The PCR method detects myosomes

PCR is an in-body method established in the mid-1980DNA amplification technology, the basic principle is enzymatic DNA synthesis reaction, that is, in the presence of DNA templates, citations and DNA, through the role of DNA polymerase, so that the DNA chain amplification extension. The method has the characteristics of high sensitivity, strong specificity and fast, but its requirements for experimental environment are strict, the experimental cost is high, and sometimes there is false positive phenomenon.

1, < a href ""> instrument equipment

ultra-clean workbench, PCR meter, electrophoresis instrument, gel imaging analysis system, desktop centrifuge, vortex mixer, etc.

2, experiment "> reagents

selected the U.S. Stratagene company produced by the branched medical test kit (with lead, positive control, internal control, StrataClean resin, buffer), dNTP, TapDNA polymerase, buffer,agar sugar, mineral oil.

3, experimental operation

PCR reaction should be carried out in a sterile environment.

(1) sample collection: the cells to be tested with no double resistanceculture base culture 7d, with sterile containers to take liquid 500ul, 4 degrees C to be stored for test.

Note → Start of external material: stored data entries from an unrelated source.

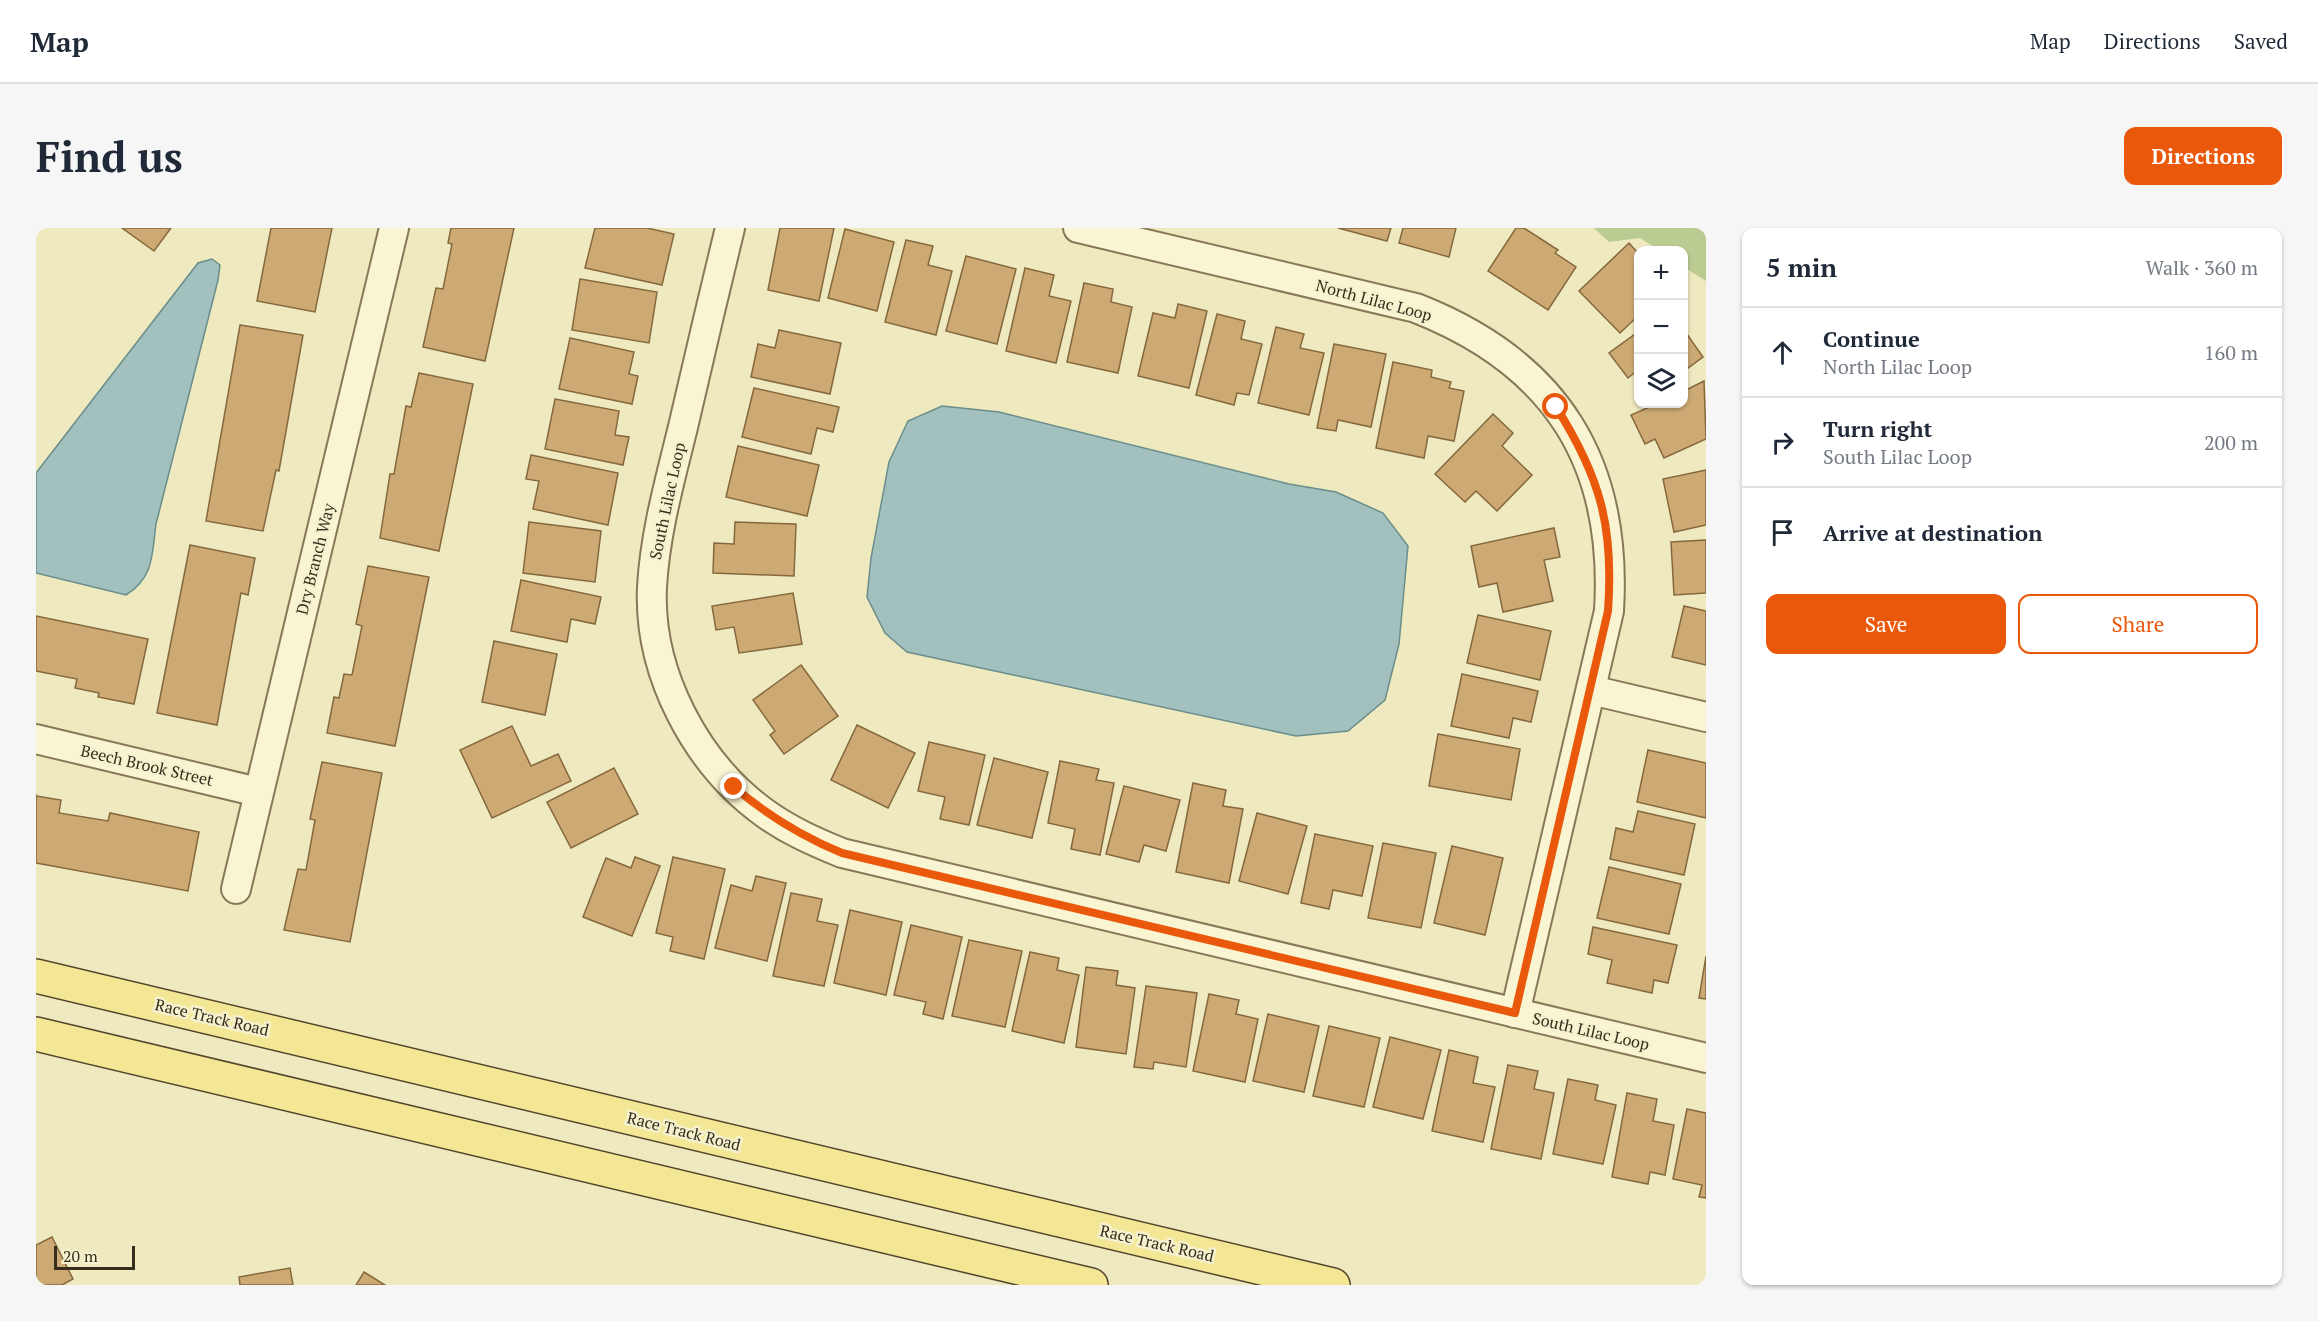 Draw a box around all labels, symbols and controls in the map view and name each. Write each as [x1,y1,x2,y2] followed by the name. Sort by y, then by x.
[30,23,89,60] text: Map
[2030,27,2071,55] text: Map
[2104,27,2201,55] text: Directions
[2234,27,2288,55] text: Saved
[2124,127,2282,185] button: Directions
[36,128,183,184] text: Find us
[1634,246,1688,408] map controls
[1634,246,1688,300] button: +
[1766,250,1837,284] text: 5 min
[2146,254,2258,281] text: Walk · 360 m
[1314,274,1434,326] street label: North Lilac Loop
[1634,300,1688,354] button: −
[1823,324,1920,353] text: Continue
[1766,336,1799,369] icon: ahead
[2204,339,2258,366] text: 160 m
[1823,353,1972,380] text: North Lilac Loop
[1634,354,1688,408] button: layers
[1542,393,1568,419] route start
[1823,414,1932,443] text: Turn right
[1766,426,1799,459] icon: right
[2204,429,2258,456] text: 200 m
[644,440,690,562] street label: South Lilac Loop
[1823,443,1972,470] text: South Lilac Loop
[291,500,340,617] street label: Dry Branch Way
[1766,516,1799,549] icon: arrive
[1823,518,2042,547] text: Arrive at destination
[1766,594,2006,654] button: Save
[2018,594,2258,654] button: Share
[79,739,215,791] street label: Beech Brook Street
[720,773,746,799] route end
[153,993,271,1041] street label: Race Track Road
[1530,1007,1652,1055] street label: South Lilac Loop
[625,1106,743,1156] street label: Race Track Road
[1098,1219,1216,1267] street label: Race Track Road
[54,1243,135,1270] scale bar
[63,1245,98,1267] text: 20 m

(2) template production: in sterile conditions, takecell culture on clear 1 00ul in a sterile 0.5 ml plastic centrifuge tube, covered with a lid, 95 degrees C water bathheating 5min.

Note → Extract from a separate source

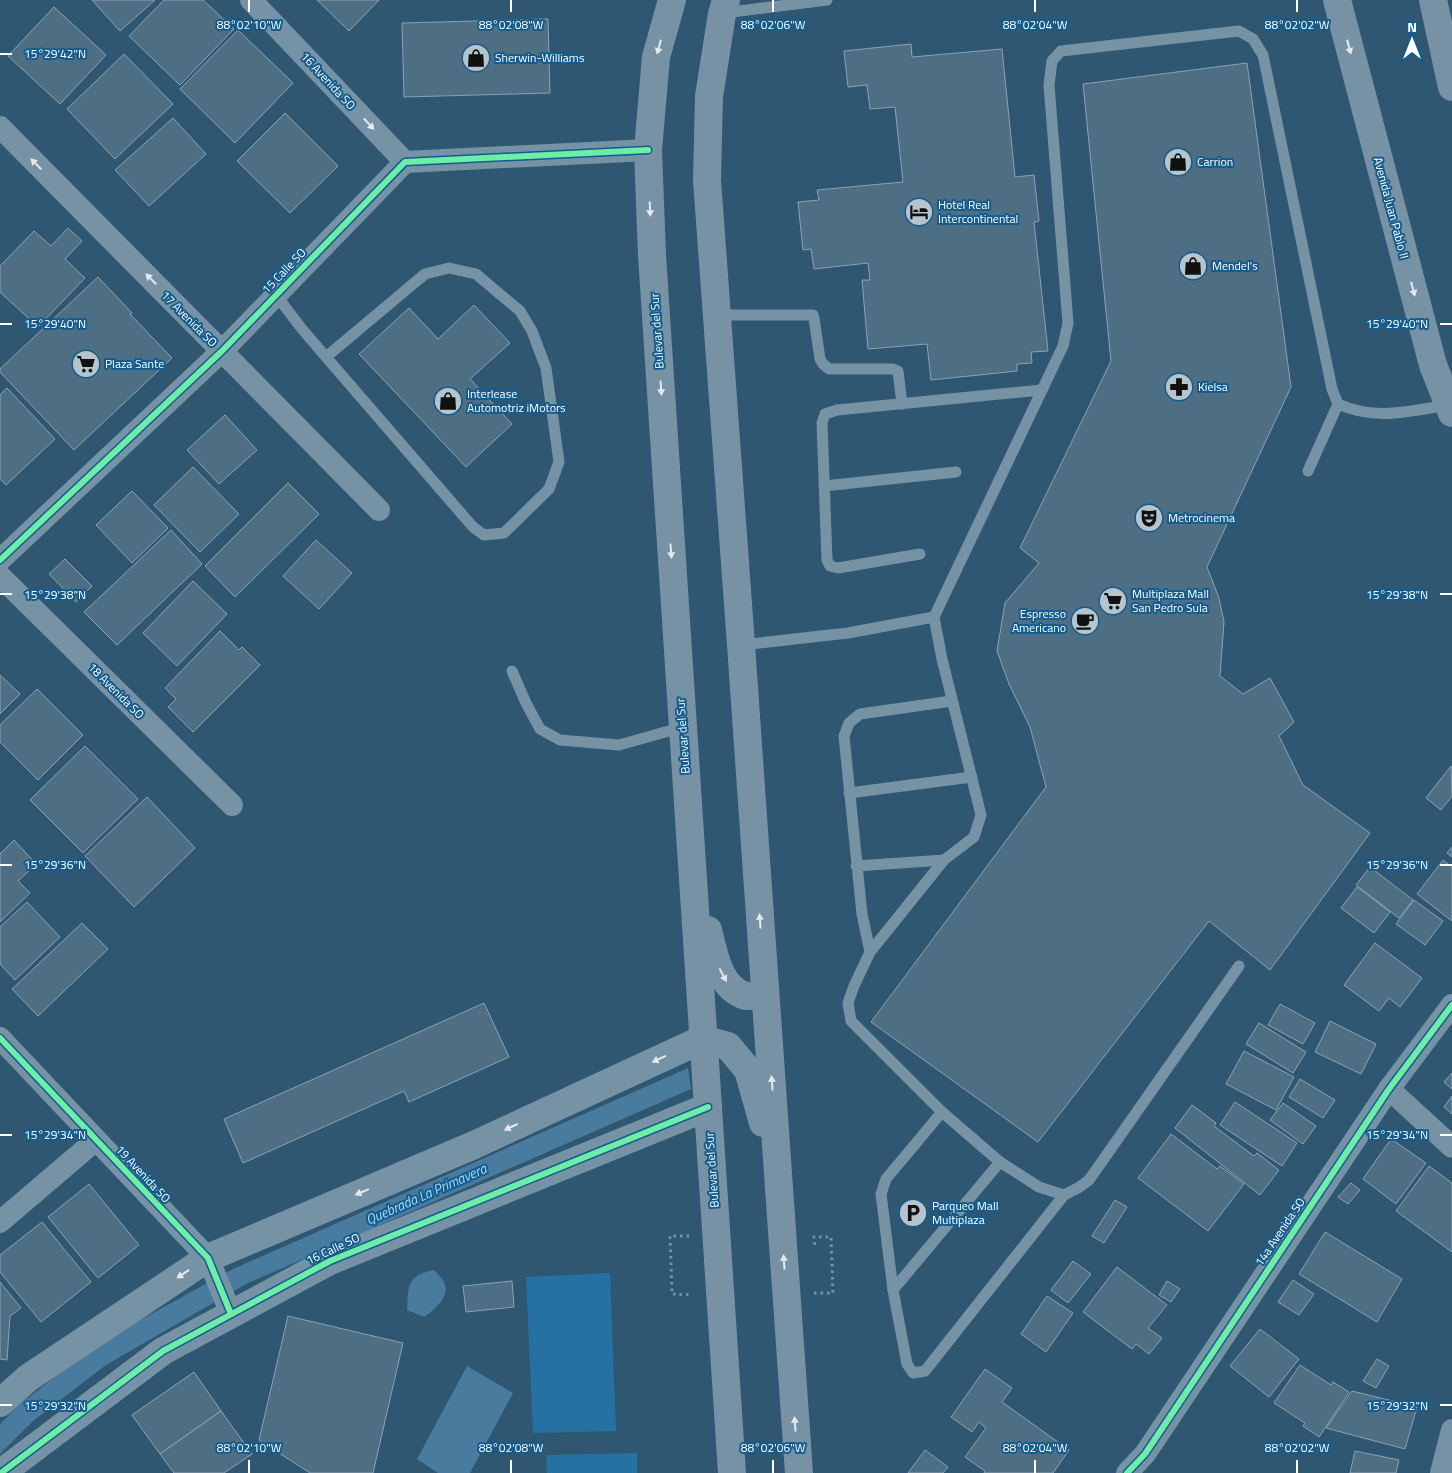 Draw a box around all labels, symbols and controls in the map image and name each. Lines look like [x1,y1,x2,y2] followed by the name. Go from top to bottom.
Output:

(3) Open the lid, add StrataClean resin10ul to the tube, cover the lid, vortex suspension mix, centrifuge 5-10s, absorb the upper clear to a new plastic centrifuge tube, the template is finished, 4 degrees C save.

(4) PCR reaction: the most suitable conditions for the reaction system are: 10mmol/lTris-HCL (pH8.38); 50mmol/lHCL; 1.5-2.5mmol/lMgCL2; 200umol/LDNTP; 2UDDNAap polymerase. The total reaction system is 50ul, and the reaction water with deionized water needs to be irradiated with 12000uw/cm2 UV lamp. The reaction is as follows table:

table reaction program

(2) adds the following ingredients in turn: 0.4uldNTPs (25mmol/l), 0.4ulTaqDNA polymerase (5U/ul), 2ul citations.

(3) plus 2ul deionized water, total volume 45ul.

(4) plus 2ul templates made into the reaction system.

(5) positive control, the internal control of each 5ul added to their respective reaction system.

(6) takes a centrifugal tube containing the above reaction system and adds 5ul deionized water as a negative control tube.

(7) adds 100ul mineral oil to the reaction system.

(5) agarose gel electrophoresis: after the PCR reaction, agarose gel electrophoresis, agarose gel concentration 2%. After electrophoresis, gel imaging analysis results.

(6) results analysis: This method is a qualitative method for detecting myosomes, in electrophoresis lanes, MARKER, positive control, internal control will appear different electrophoresis strips, when the sample swimming lanes appear bright strips, and the position between the positive control and negative control strip position, the sample can be considered to be contaminated by myosome. Sometimes more than one lane is found, possibly due to the sample infecting more than two myons. If the strip in the lane is looming, the sample can be redoed if there is suspected mycosm contamination.